Commercial-driven failures

  • Offtake collapse. Loss of the PPA counterparty between DP2 and DP3 leaves the project without revenue commitment and forces withdrawal even when the technical and site control gates are clean.
  • Financing failure. Inability to close debt or tax equity financing in time to fund the IA-execution security forces DP3 withdrawal.
  • Withdrawal-penalty tradeoff. A project that is marginal at DP2 may rationally withdraw rather than commit to the larger DP3 exposure. See interconnection queue withdrawal penalties by RTO for the cross-RTO comparison.

Site control as the common thread

Across all three Decision Points, site control is the one variable both fully under the developer's control and most likely to fail without warning. Network upgrade cost is a function of PJM's engineering. Affected Systems schedule is a function of neighboring RTOs. Offtake and financing are functions of the broader market. But site control — option expirations, parcel modification compliance, Officer Certification accuracy, gen-tie ROW — is something every developer can audit and fix continuously through the cycle. The projects that pass DP1, DP2, and DP3 cleanly are the ones whose site control evidence is correct and current at every DP submission. For the underlying coverage thresholds, see PJM site control requirements in 2026; for the Manual 14H section grammar, see Manual 14H site control sections.

Glossary

  • DP1 / DP2 / DP3 — Decision Point I, II, III. The three formal go/no-go milestones in the cycle.
  • Phase I / II / III — The three engineering phases: System Impact Study, firm network upgrade study, Facilities Study.
  • IA / GIA — Interconnection Agreement / Generator Interconnection Agreement.
  • ASA — Application and Studies Agreement.
  • MFO — Maximum Facility Output.
  • POI — Point of Interconnection.
  • Application Review Phase — The 15-BD / 10-BD / 15-BD deficiency cure window before Phase I begins.
  • Readiness Deposit — The deposit posted at DP1 ($4,000/MW, $2M cap).
  • Affected Systems — Required upgrades on neighboring transmission systems outside PJM's direct schedule control.
  • Section 7.2 — Manual 14H section governing parcel modifications between Application and DP1.
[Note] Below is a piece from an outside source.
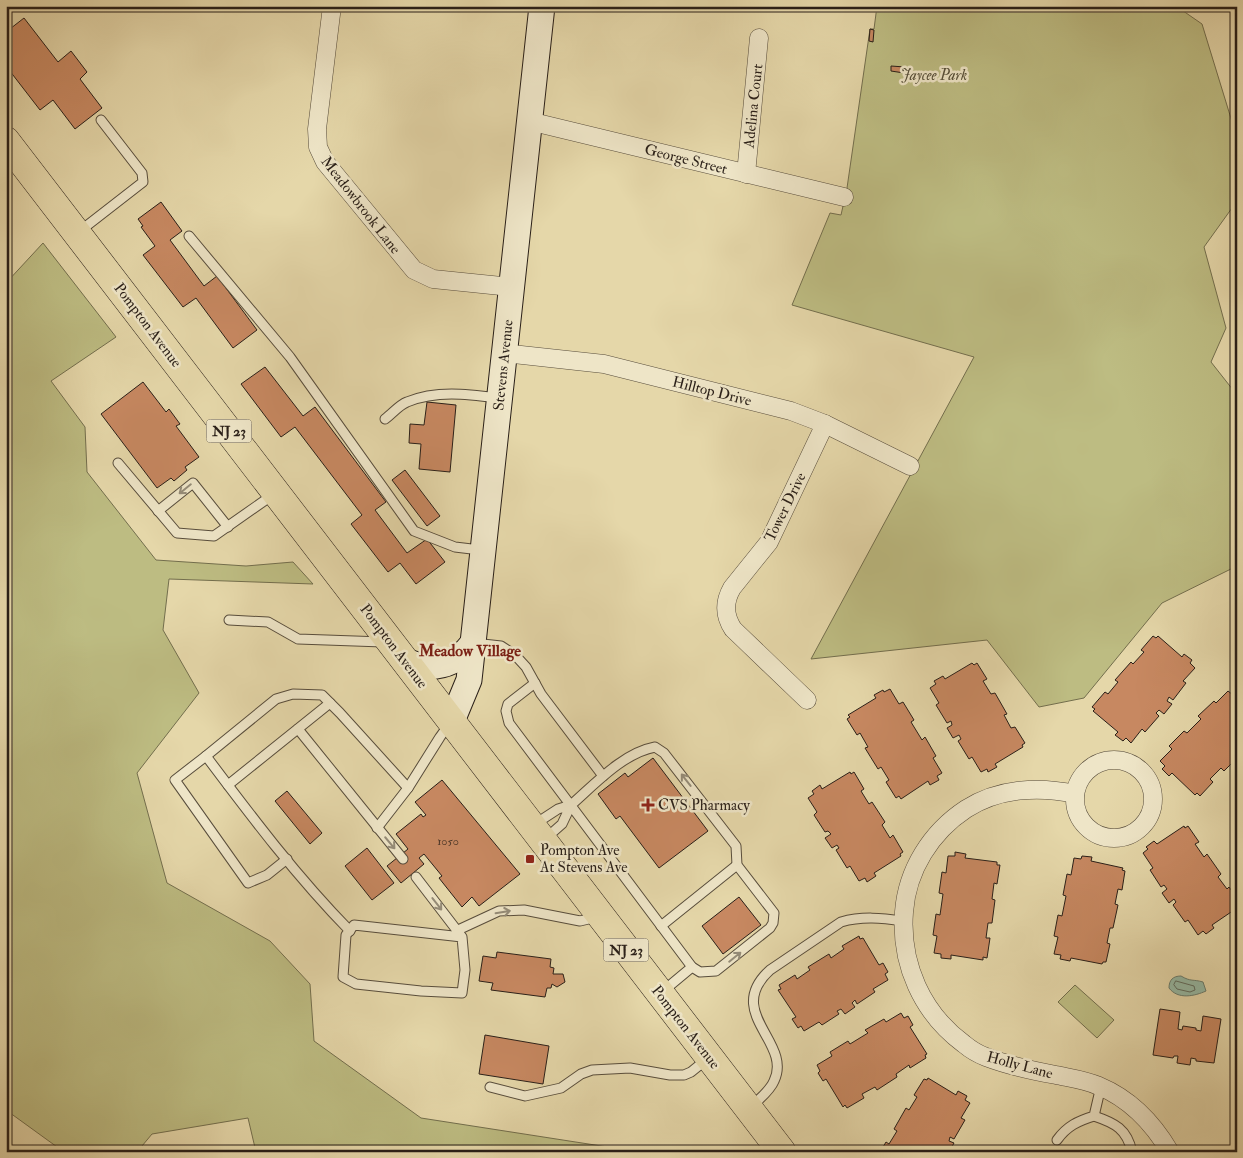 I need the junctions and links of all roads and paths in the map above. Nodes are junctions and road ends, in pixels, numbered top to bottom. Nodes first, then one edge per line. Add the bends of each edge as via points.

What to do this week if your project is approaching a Decision Point

  1. Identify your nearest DP and its election window. Confirm the deposit posting date as well as the election date.
  2. Audit site control against the DP-specific bar. At DP1 confirm 7.2.2 compliance; at DP2 confirm option weight; at DP3 confirm 100 percent executed coverage.
  3. Refresh your Officer Certification. Match APN list, MFO, and effective dates to the current evidence package.
  4. Run the contingent facility audit. Map every contingent row to its prior queue project and score withdrawal risk.
  5. Check your gen-tie ROW. Any ROW gap along the lead line is a DP3 failure mode you cannot defer.